■ **Material for the task**:
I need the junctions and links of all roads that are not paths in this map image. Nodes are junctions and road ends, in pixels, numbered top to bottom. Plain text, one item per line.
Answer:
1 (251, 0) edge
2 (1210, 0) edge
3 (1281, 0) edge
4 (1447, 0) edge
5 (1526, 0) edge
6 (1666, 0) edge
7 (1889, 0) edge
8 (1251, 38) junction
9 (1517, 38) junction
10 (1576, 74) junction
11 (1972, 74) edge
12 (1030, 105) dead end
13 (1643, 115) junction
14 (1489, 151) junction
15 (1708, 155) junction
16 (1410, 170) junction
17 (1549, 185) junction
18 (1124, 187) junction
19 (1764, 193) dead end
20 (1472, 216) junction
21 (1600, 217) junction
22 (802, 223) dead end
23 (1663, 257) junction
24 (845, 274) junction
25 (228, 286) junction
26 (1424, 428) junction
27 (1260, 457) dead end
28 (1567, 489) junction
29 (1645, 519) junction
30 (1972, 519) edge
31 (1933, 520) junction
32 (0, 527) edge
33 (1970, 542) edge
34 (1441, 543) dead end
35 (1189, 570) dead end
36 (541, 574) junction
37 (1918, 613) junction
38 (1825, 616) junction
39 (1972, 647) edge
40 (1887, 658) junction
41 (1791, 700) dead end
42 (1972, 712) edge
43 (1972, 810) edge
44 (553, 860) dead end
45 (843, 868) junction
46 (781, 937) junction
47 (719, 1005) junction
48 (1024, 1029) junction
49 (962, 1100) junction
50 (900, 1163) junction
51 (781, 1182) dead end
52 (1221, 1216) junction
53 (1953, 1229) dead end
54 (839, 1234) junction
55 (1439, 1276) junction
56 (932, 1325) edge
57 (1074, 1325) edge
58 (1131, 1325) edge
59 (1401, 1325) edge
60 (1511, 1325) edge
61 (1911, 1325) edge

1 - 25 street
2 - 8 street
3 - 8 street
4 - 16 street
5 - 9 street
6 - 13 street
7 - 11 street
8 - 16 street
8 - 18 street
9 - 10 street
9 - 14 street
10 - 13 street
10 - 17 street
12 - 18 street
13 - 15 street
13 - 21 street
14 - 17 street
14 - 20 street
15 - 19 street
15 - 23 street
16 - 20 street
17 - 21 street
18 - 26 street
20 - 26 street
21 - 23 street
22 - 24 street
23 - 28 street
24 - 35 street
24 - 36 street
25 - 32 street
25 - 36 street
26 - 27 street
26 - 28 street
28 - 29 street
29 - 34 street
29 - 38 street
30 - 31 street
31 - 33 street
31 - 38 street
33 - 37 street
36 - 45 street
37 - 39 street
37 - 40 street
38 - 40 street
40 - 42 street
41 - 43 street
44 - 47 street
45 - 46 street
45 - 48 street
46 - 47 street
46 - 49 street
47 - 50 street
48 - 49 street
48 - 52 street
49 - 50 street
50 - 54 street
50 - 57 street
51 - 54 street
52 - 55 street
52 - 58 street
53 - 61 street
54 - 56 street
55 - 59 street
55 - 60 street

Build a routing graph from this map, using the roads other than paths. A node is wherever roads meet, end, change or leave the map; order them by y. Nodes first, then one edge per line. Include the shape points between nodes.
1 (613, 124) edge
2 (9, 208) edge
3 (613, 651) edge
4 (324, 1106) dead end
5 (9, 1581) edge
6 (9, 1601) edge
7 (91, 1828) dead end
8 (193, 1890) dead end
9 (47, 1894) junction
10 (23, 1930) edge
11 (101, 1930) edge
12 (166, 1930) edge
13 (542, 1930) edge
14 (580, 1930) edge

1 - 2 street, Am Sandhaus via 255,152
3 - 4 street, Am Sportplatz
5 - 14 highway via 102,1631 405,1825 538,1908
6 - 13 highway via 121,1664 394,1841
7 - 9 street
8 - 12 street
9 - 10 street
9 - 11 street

■ **Work task**:
Search the entries for "highway" and copy out each line that has it.

■ **Solution**:
5 - 14 highway via 102,1631 405,1825 538,1908
6 - 13 highway via 121,1664 394,1841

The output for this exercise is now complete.